[jwlong@xxxxxxxxxxxxxxxxxxxx: ]

I'm forwarding the following reply from Jeff Lng about SILO, for your
information ...


Due to problems on my end, the following email message from two weeks
ago got bounced back, and I didn't notice it until today. Sorry about
the delay.

Russ,                                                       May 7, 1992

I appreciate your comments and questions. I am mailing you the SILO
document, just so you have a complete reference. I am happy to answer any
questions via email, though, since that is easier.

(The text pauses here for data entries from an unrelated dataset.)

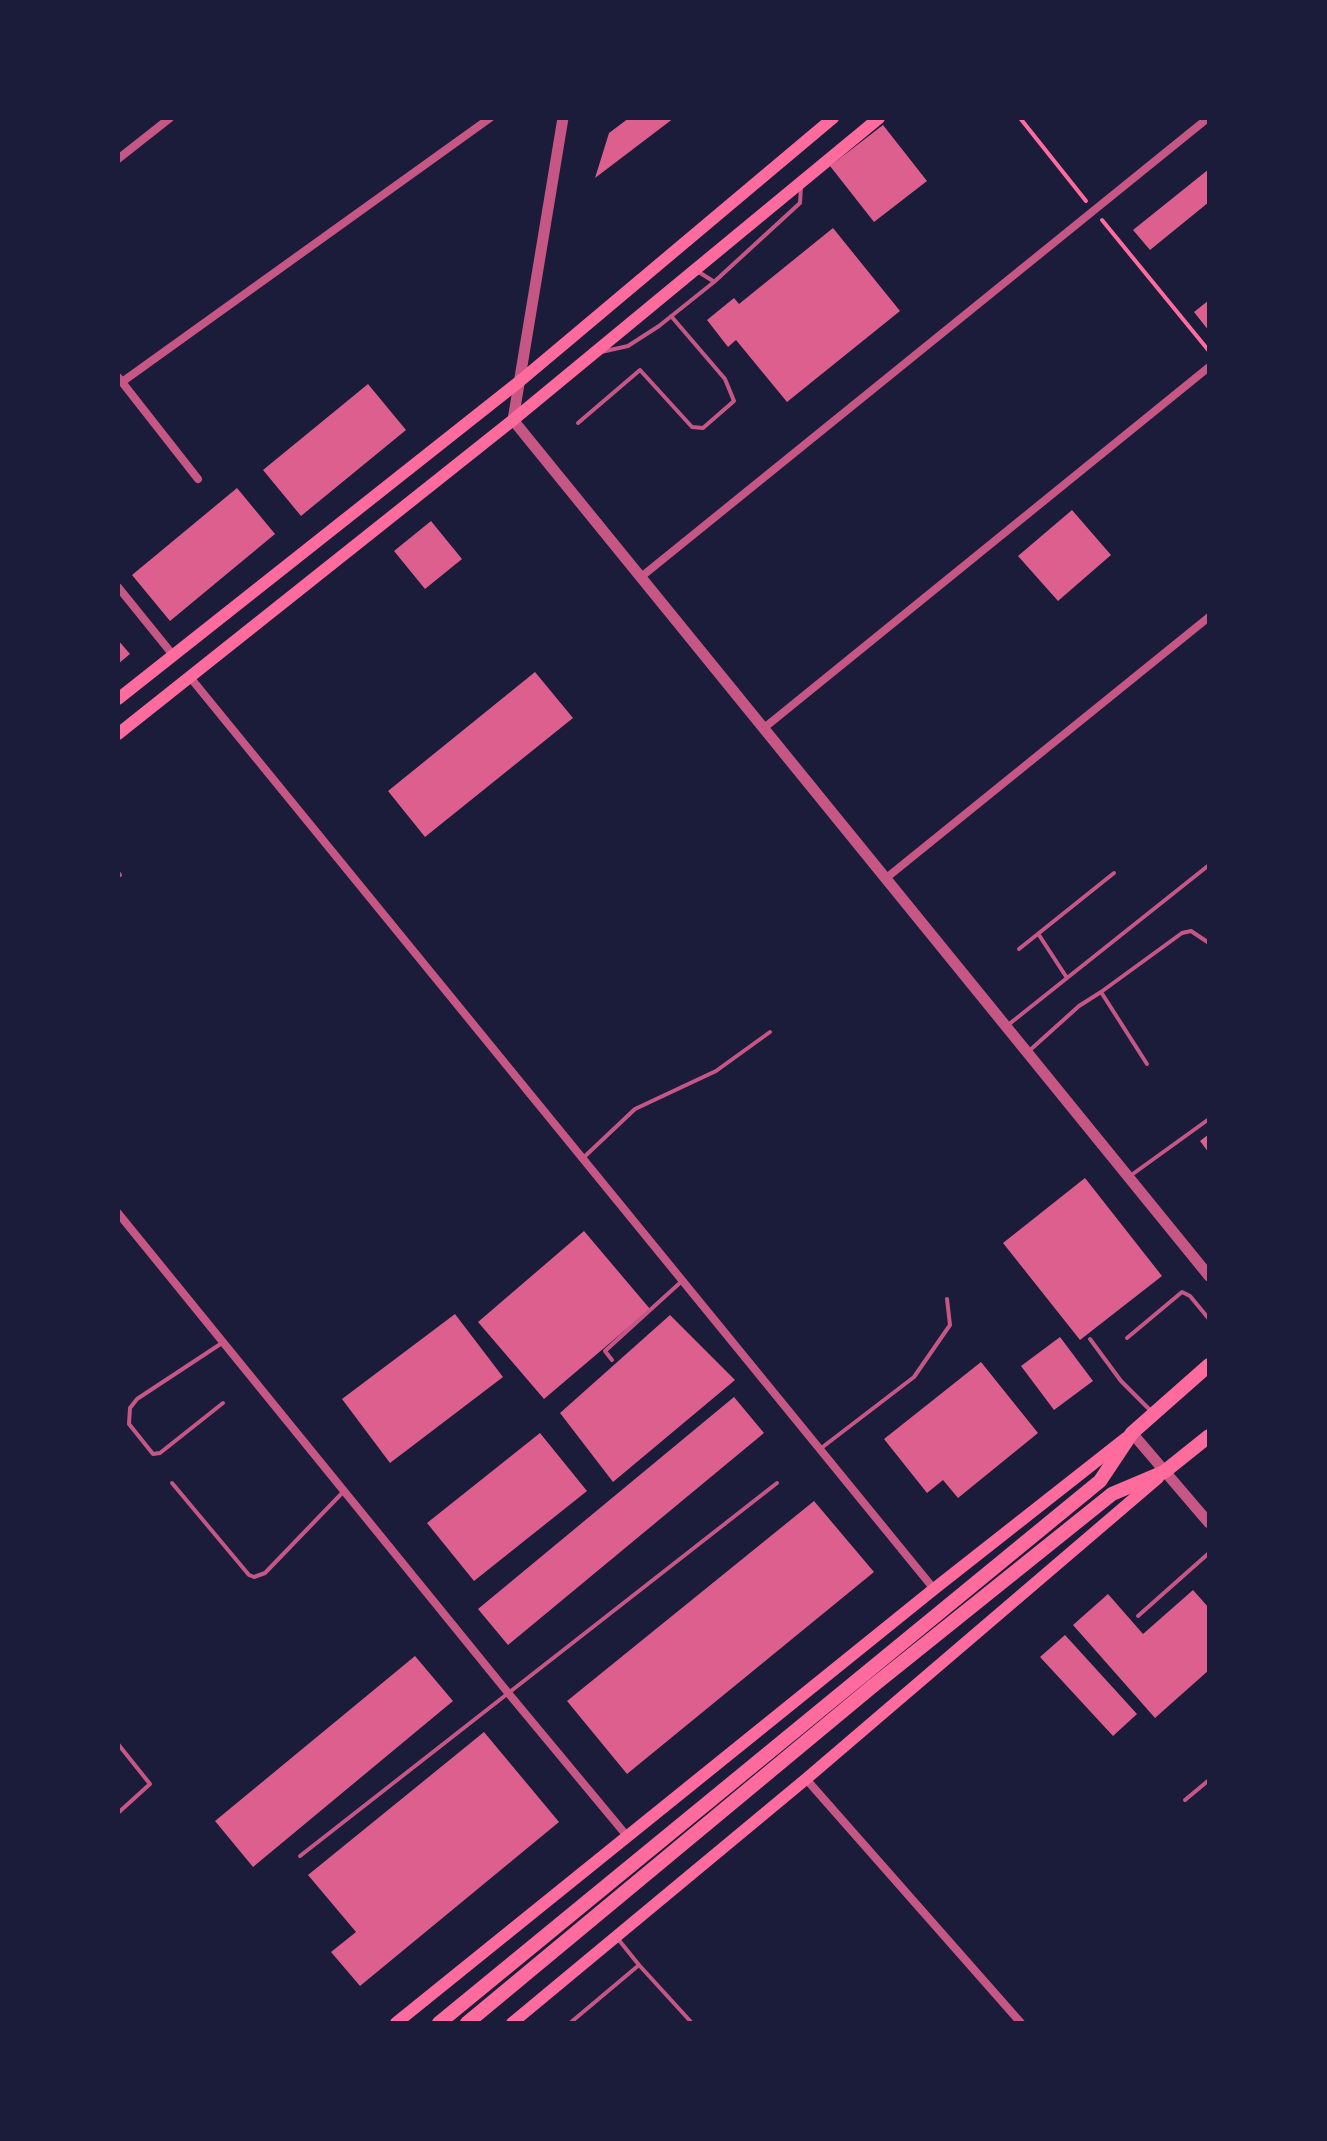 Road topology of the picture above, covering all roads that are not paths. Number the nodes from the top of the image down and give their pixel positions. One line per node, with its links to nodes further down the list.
1 (170, 118): 7 (street)
2 (490, 118): 14 (street)
3 (563, 118): 15 (street)
4 (833, 118): 15 (main road)
5 (879, 118): 8 (main road)
6 (1208, 118): 19 (street)
7 (118, 159)
8 (800, 183): 9 (main road); 10 (lane)
9 (695, 269): 10 (lane); 12 (main road)
10 (714, 282): 11 (lane)
11 (671, 316): 12 (lane); 17 (lane)
12 (595, 352): 16 (main road)
13 (1209, 367): 25 (street)
14 (120, 379): 18 (street)
15 (520, 381): 16 (street); 22 (main road)
16 (513, 420): 19 (street); 23 (main road)
17 (578, 423)
18 (198, 479)
19 (641, 577): 25 (street)
20 (118, 587): 22 (street)
21 (1209, 617): 29 (street)
22 (173, 655): 24 (main road)
23 (188, 675): 26 (main road); 40 (street)
24 (118, 699)
25 (764, 728): 29 (street)
26 (118, 734)
27 (1209, 865): 33 (lane)
28 (1114, 873): 30 (lane)
29 (885, 879): 35 (street)
30 (1039, 935): 32 (lane); 33 (lane)
31 (1209, 943): 34 (lane)
32 (1019, 949)
33 (1067, 978): 35 (lane)
34 (1101, 992): 37 (lane); 38 (lane)
35 (1006, 1026): 37 (street)
36 (770, 1032): 40 (lane)
37 (1027, 1052): 41 (street)
38 (1147, 1064)
39 (1209, 1119): 41 (lane)
40 (582, 1159): 45 (street)
41 (1129, 1177): 43 (street)
42 (118, 1213): 50 (street)
43 (1204, 1260): 44 (street)
44 (1209, 1276)
45 (682, 1281): 51 (lane); 57 (street)
46 (947, 1299): 57 (lane)
47 (1209, 1319): 48 (lane)
48 (1127, 1338)
49 (1090, 1339): 54 (lane)
50 (224, 1342): 53 (lane); 61 (street)
51 (612, 1360)
52 (1209, 1365): 54 (main road)
53 (223, 1403)
54 (1154, 1413): 55 (main road)
55 (1132, 1433): 58 (street); 64 (main road); 77 (main road)
56 (1209, 1436): 58 (main road)
57 (820, 1449): 64 (street)
58 (1164, 1472): 62 (street); 68 (main road); 78 (main road)
59 (172, 1483): 61 (lane)
60 (777, 1483): 66 (lane)
61 (344, 1491): 66 (street)
62 (1209, 1523)
63 (1209, 1553): 65 (lane)
64 (934, 1589): 72 (main road)
65 (1138, 1616)
66 (509, 1694): 72 (street); 73 (lane)
67 (118, 1744): 71 (lane)
68 (806, 1779): 74 (main road); 82 (street)
69 (1209, 1780): 70 (lane)
70 (1185, 1800)
71 (118, 1813)
72 (627, 1836): 76 (main road)
73 (300, 1856)
74 (617, 1936): 75 (lane); 79 (main road)
75 (639, 1965): 80 (lane); 81 (lane)
76 (396, 2023)
77 (439, 2023)
78 (467, 2023)
79 (512, 2023)
80 (570, 2023)
81 (692, 2023)
82 (1021, 2023)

Since you do not yet have the document, let me fill you in on some of the
background behind SILO. SILO is currently implemented on top of the
Portable Database Library (PDBLib) written by Stewart Brown of LLNL. We did
this as a stop-gap measure; our long-term goal is to drop the SILO library
altogether, and use the HDF/netCDF merge (assuming that the capabilities
provided by the SILO extensions are available.)

My immediate goal is to have the HDF/netCDF community agree on a directory
and object capability (and programming interface). When that is done, I
will modify the SILO interface to match the agreed upon interface. We will
then use the SILO/PDBLib combination until such time that the HDF/netCDF
project has a library for us to use. We have bought into the idea of a
standard INTERFACE, and are willing to switch underlying databases.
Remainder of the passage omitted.